DeepAudio-X: Self-supervised audio toolkit for audio classification and beyond.

Project description

DeepAudioX

DeepAudioX is a PyTorch-based library that provides simple, flexible pipelines for audio classification using pretrained audio foundation models as feature extractors.

It is designed to let users train, evaluate, and run inference on custom audio datasets with only a few lines of code, while still allowing advanced customization when needed.

Key Features

🔊 Pretrained audio backbones for feature extraction
🧠 Modular pooling strategies (e.g. mean, attentive, learnable pooling)
🧩 Custom classifier heads for downstream audio classification
🚀 High-level training, evaluation, and inference APIs
🔁 Fully PyTorch-native and extensible
📦 Clean integration with existing PyTorch workflows

Installation

pip install deepaudio-x

Or install from source:

git@github.com:magcil/deepaudio-x.git
cd deepaudio-x
pip install -e .

Quick Start

Creating an Audio Classification Dataset

DeepAudioX provides flexible dataset creation methods for audio classification tasks. Here are the main approaches:

Method 1: From Directory Structure

If your audio files are organized in subdirectories where each subdirectory name is a class label:

data/
├── speech/
│   ├── audio1.wav
│   ├── audio2.wav
│   └── ...
├── music/
│   ├── audio3.wav
│   ├── audio4.wav
│   └── ...
└── noise/
    ├── audio5.wav
    └── ...

You can load the dataset as follows:

from deepaudiox.datasets.audio_classification_dataset import audio_classification_dataset_from_dir
from deepaudiox.utils.training_utils import get_class_mapping_from_dir

# Define a class mapping
class_mapping = get_class_mapping_from_dir(root_dir="path/to/data")

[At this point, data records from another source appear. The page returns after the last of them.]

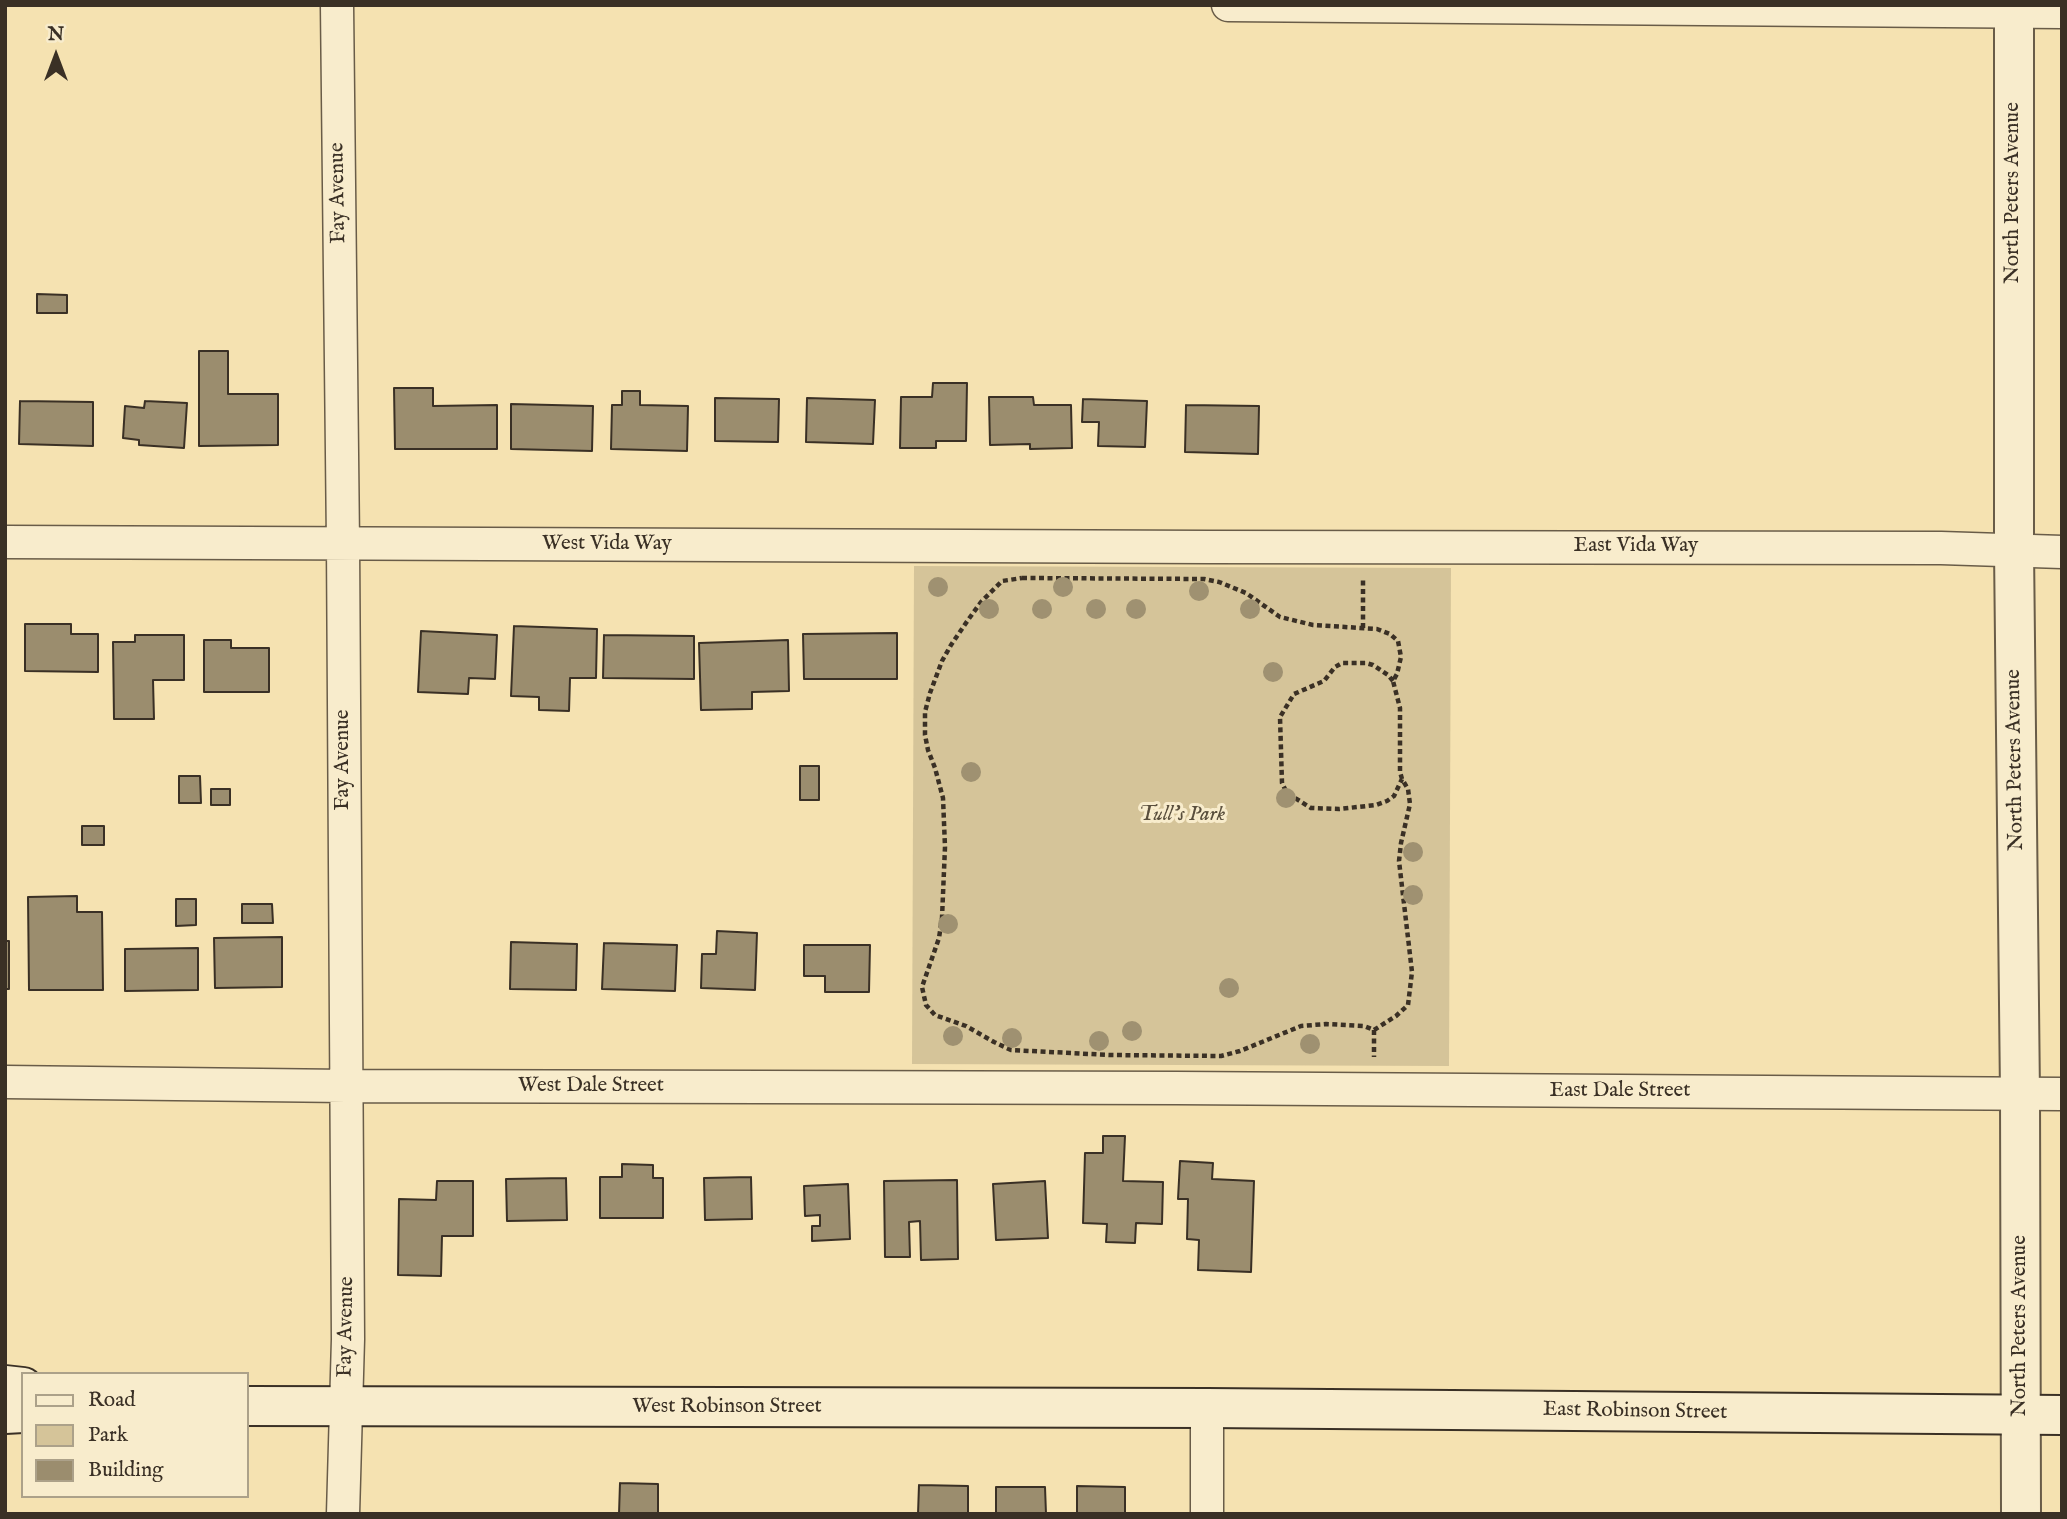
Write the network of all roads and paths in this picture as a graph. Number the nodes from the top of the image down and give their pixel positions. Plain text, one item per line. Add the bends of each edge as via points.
1 (337, 5) edge
2 (1228, 5) edge
3 (2014, 8) edge
4 (2062, 12) edge
5 (5, 542) edge
6 (343, 544) junction
7 (1209, 547) joint
8 (1364, 547) junction
9 (2014, 550) junction
10 (2062, 552) edge
11 (1363, 628) junction
12 (1393, 681) junction
13 (1402, 779) junction
14 (5, 1082) edge
15 (346, 1086) junction
16 (1177, 1088) joint
17 (2020, 1094) junction
18 (2062, 1094) edge
19 (248, 1406) edge
20 (345, 1408) junction
21 (1207, 1408) junction
22 (2022, 1415) junction
23 (2062, 1415) edge
24 (343, 1514) edge
25 (1207, 1514) edge
26 (2021, 1514) edge

1 - 6 street, Fay Avenue
2 - 3 street
3 - 4 street
3 - 9 main road, North Peters Avenue
5 - 6 street, West Vida Way
6 - 7 street, West Vida Way
6 - 15 street, Fay Avenue
7 - 8 street, East Vida Way
8 - 9 street, East Vida Way
8 - 11 path
9 - 10 street, East Vida Way
9 - 17 main road, North Peters Avenue
11 - 12 path via 1377,629 1398,641 1401,657
11 - 13 path via 1293,621 1239,590 1203,579 1002,581 981,601 950,645 925,712 928,750 943,799 945,847 941,928 922,987 926,1005 935,1014 1020,1052 1221,1056 1301,1026 1374,1030 1408,1005 1412,972 1399,861 1410,804
12 - 13 path via 1400,708
12 - 13 path via 1366,663 1342,663 1324,681 1294,694 1280,717 1282,783 1287,793 1311,808 1339,810 1387,801
14 - 15 street, West Dale Street
15 - 16 street, West Dale Street
15 - 20 street, Fay Avenue
16 - 17 street, East Dale Street
17 - 18 street, East Dale Street
17 - 22 main road, North Peters Avenue
19 - 20 main road, West Robinson Street
20 - 21 main road, West Robinson Street
20 - 24 street, Fay Avenue
21 - 22 main road, East Robinson Street
21 - 25 street
22 - 23 main road, East Robinson Street
22 - 26 main road, North Peters Avenue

dataset = audio_classification_dataset_from_dir(
    root_dir="path/to/data",
    sample_rate=16_000,  # sampling rate in Hz
    class_mapping=class_mapping
)

Method 2: From Custom File-to-Class Mapping

If your audio files aren't organized in subdirectories, or you need custom mappings, you can create a dictionary mapping file paths to class labels:

from deepaudiox.datasets.audio_classification_dataset import audio_classification_dataset_from_dictionary
from deepaudiox.utils.training_utils import get_class_mapping

# Create a file-to-class mapping
file_to_class_mapping = {
    "path/to/audio1.wav": "speech",
    "path/to/audio2.wav": "speech",
    "path/to/audio3.wav": "music",
    # ... more mappings
}

# Create a class-to-id mapping
class_mapping = {"speech": 0, "music": 1, "noise": 2}

# Initialize the dataset
dataset = audio_classification_dataset_from_dictionary(
    file_to_class_mapping=file_to_class_mapping,
    sample_rate=16_000,
    class_mapping=class_mapping
)

Audio Segmentation

To split long audio files into fixed-duration segments, use the segment_duration parameter:

# Create dataset with 2-second audio segments
dataset = audio_classification_dataset_from_dir(
    root_dir="path/to/data",
    sample_rate=16_000,
    segment_duration=2.0  # Duration in seconds
    class_mapping=class_mapping
)

When segment_duration is specified, each audio file is divided into non-overlapping segments of the given duration. Each segment is treated as an independent sample in the dataset, with the same class label as the original audio file. The segment_idx field in the dataset output indicates which segment a sample corresponds to.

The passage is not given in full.